For a successful ADC, internalization is also a very important capacity in addition to the high specificity and affinity of the selected mAb. To evaluate whether CD44v5 was internalized after H1D8 engagement, we prepared Cy5-labeled H1D8 (H1D8–Cy5 conjugate) through the reaction of Cy5-derived N-hydroxysuccinimide esters with primary amines on the mAb protein N-terminus and on lysine residues. The time-lapse confocal data demonstrated that the H1D8–Cy5 conjugate could initially bind to the membrane of CD44v-OE cells after incubation (Fig. 3A). H1D8–Cy5 was observed to rapidly move from the cell membrane into the cells in a time-dependent manner (Fig. 3A). Unlike immunotoxin, which requires trafficking to the endoplasmic reticulum to release Pseudomonas exotoxin, ADC should travel to lysosomes to release the payload. To verify this phenomenon, we costained lysosomes and the mAb H1D8 and examined the colocalization by using immunofluorescence. After incubation with mAb H1D8 for the indicated time, the confocal imaging data showed that mAb H1D8 was internalized by CD44v-OE cells and specifically localized to the late endosomal/lysosomal LAMP-1–positive compartments, as indicated by the overlap of green and red color (manifested as yellow/orange; Fig. 3B). These data suggested that H1D8 was efficient in inducing internalization after conjugation with CD44v5 and was a suitable candidate for further ADC construction.

Next, we generated an ADC based on the prepared mAb H1D8 after partial reduction of native disulfide (Supplementary Fig. S7A), as described previously (41). The structure of the H1D8–DC is shown in Fig. 3C. The linker mc–vc–PAB was used to attach the hydrophobic cytotoxic drug monomethyl auristatin E (MMAE) to the H1D8 mAb, with a mean drug-to-antibody ratio of 3.7 (Supplementary Fig. S7B). The dipeptide-based linker valine–citrulline was selected because of its reasonable stability under physiological conditions; however, it underwent rapid hydrolysis in the presence of cathepsin B (CTSB) and liberated the toxic payload in lysosomes (42). Drug conjugation had little effect on the binding affinity and specificity of H1D8 (Fig. 3D). To further confirm whether drug conjugation had an influence on internalization, the dynamics of H1D8–DC internalization were quantitatively measured by using the FACS method. The results showed that approximately 50% of H1D8–DC was internalized within 3 hours (Fig. 3E), which was similar to the naked mAb H1D8 properties in previous findings (Fig. 3A). These data illustrated that the prepared H1D8–DC could bind to CD44v-positive cells and was rapidly internalized and trafficked to lysosomes.

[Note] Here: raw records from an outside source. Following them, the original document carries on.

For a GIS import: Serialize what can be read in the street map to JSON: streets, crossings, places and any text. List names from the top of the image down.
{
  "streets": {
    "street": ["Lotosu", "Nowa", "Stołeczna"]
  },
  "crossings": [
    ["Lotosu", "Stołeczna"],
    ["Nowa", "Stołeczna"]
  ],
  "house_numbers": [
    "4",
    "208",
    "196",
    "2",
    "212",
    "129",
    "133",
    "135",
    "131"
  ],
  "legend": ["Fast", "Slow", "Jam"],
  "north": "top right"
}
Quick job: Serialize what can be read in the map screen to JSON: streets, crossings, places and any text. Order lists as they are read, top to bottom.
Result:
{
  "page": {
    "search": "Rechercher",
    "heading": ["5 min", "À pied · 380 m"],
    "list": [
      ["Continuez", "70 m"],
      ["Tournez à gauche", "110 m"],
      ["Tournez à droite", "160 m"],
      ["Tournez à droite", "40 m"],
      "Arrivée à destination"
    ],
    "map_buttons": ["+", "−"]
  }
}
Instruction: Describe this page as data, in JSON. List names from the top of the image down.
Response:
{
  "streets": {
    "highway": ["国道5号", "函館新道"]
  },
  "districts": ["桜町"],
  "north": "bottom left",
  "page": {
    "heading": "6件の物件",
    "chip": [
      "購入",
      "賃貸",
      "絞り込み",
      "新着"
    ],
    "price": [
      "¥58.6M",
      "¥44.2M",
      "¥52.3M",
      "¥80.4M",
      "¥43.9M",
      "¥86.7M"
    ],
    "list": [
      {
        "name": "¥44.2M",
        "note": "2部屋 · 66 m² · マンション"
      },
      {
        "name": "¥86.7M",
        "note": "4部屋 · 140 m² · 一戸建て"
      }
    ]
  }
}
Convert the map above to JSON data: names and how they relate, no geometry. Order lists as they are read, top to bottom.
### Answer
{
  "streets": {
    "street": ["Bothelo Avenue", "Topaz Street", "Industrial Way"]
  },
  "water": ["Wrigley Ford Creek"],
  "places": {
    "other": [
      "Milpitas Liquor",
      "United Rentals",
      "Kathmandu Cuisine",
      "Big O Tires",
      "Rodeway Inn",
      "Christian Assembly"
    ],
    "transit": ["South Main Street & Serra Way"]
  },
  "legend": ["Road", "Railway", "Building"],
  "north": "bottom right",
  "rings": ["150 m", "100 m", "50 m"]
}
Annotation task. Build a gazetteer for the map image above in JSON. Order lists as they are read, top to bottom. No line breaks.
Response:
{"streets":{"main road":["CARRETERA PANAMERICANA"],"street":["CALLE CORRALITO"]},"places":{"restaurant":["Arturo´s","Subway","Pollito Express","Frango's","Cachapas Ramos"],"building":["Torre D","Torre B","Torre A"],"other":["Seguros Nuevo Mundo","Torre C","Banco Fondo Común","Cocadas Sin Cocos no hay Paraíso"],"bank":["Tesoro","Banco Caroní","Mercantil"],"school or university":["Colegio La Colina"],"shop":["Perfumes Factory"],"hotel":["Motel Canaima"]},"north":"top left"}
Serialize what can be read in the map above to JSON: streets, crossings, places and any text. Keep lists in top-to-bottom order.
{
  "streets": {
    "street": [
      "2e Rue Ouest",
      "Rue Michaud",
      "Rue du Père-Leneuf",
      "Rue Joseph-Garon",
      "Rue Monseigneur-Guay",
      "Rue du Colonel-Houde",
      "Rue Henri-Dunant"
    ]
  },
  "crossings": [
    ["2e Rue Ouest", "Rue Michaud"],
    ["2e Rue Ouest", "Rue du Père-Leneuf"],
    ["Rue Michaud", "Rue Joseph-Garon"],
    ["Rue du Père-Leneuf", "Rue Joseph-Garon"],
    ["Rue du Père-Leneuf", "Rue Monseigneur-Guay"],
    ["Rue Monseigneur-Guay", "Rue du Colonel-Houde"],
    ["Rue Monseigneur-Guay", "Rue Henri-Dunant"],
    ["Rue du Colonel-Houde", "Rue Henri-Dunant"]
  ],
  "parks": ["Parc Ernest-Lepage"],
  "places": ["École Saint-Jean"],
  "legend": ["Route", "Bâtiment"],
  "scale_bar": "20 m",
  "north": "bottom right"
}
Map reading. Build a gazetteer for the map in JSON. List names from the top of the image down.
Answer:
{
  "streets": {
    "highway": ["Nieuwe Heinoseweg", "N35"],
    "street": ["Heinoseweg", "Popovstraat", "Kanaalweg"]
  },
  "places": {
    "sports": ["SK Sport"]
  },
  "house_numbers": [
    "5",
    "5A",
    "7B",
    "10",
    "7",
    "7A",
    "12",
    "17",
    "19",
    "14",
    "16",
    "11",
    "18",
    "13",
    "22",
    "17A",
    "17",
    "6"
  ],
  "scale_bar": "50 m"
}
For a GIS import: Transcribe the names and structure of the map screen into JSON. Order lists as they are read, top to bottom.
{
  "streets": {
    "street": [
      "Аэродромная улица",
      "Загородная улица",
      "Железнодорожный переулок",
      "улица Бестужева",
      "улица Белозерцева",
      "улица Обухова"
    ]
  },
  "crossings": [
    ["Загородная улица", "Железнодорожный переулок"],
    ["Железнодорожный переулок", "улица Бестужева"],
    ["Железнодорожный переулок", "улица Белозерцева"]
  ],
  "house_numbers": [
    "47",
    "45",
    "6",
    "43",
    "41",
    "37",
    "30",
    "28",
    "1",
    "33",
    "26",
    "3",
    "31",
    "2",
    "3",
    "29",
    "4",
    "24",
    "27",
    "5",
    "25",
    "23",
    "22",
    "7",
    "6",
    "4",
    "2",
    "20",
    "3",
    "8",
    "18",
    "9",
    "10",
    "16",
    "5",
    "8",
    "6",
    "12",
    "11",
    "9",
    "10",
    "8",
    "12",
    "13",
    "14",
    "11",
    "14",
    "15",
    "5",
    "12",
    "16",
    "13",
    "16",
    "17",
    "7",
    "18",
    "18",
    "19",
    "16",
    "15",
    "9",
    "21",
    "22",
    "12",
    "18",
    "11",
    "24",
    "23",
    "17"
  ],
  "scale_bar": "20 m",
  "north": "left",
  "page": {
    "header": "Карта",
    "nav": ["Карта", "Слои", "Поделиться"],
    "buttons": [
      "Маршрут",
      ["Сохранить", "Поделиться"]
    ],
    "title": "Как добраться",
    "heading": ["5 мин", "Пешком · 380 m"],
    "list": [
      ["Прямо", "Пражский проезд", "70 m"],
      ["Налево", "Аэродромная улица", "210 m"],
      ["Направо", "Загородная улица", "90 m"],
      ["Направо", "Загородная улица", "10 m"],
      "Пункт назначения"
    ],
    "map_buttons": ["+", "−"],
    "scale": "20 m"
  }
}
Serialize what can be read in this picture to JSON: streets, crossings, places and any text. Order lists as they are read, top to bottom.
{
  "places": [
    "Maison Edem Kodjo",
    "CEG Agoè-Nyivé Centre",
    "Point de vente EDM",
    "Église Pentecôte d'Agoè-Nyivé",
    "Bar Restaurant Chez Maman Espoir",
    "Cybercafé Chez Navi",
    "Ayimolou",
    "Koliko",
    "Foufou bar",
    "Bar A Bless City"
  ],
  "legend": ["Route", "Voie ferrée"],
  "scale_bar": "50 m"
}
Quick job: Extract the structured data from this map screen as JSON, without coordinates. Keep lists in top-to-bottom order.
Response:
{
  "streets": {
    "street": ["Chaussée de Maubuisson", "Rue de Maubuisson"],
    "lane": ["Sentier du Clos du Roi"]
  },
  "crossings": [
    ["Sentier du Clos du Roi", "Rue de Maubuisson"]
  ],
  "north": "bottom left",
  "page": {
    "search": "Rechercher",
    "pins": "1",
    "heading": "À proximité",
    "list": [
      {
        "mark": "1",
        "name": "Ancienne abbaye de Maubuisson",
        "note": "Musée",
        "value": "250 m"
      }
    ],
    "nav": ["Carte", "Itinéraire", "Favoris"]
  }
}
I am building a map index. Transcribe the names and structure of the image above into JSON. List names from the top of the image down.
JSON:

Finally, we set out to explore the in vitro cytotoxicity of the established H1D8–DC. To this end, ICC cells with different CD44v5 expression levels were seeded and incubated with increasing concentrations of the H1D8–DC. Cell viability was monitored by using Calcein-AM/PI double staining and quantitatively measured 3 days later via CCK-8 assay. Exposure to H1D8 mediated the killing of HuCCT1 and CD44v-OE RBE cells but not RBE or CD44s-OE RBE cells (Fig. 3F and G). Moreover, the H1D8–DC exhibited durable significant cytotoxicity against CD44v-OE cells in a concentration-dependent manner but had no effects on CD44s-OE cells (Fig. 3H and I). To further confirm the induction of apoptosis following H1D8–DC treatment, we assessed PARP and caspase-3 cleavage as apoptosis markers. The levels of cleaved PARP and cleavage of caspase-3 were elevated in CD44v-OE ICC cells in the presence of H1D8–DC, indicating the proapoptotic role of H1D8–DC (Fig. 3J).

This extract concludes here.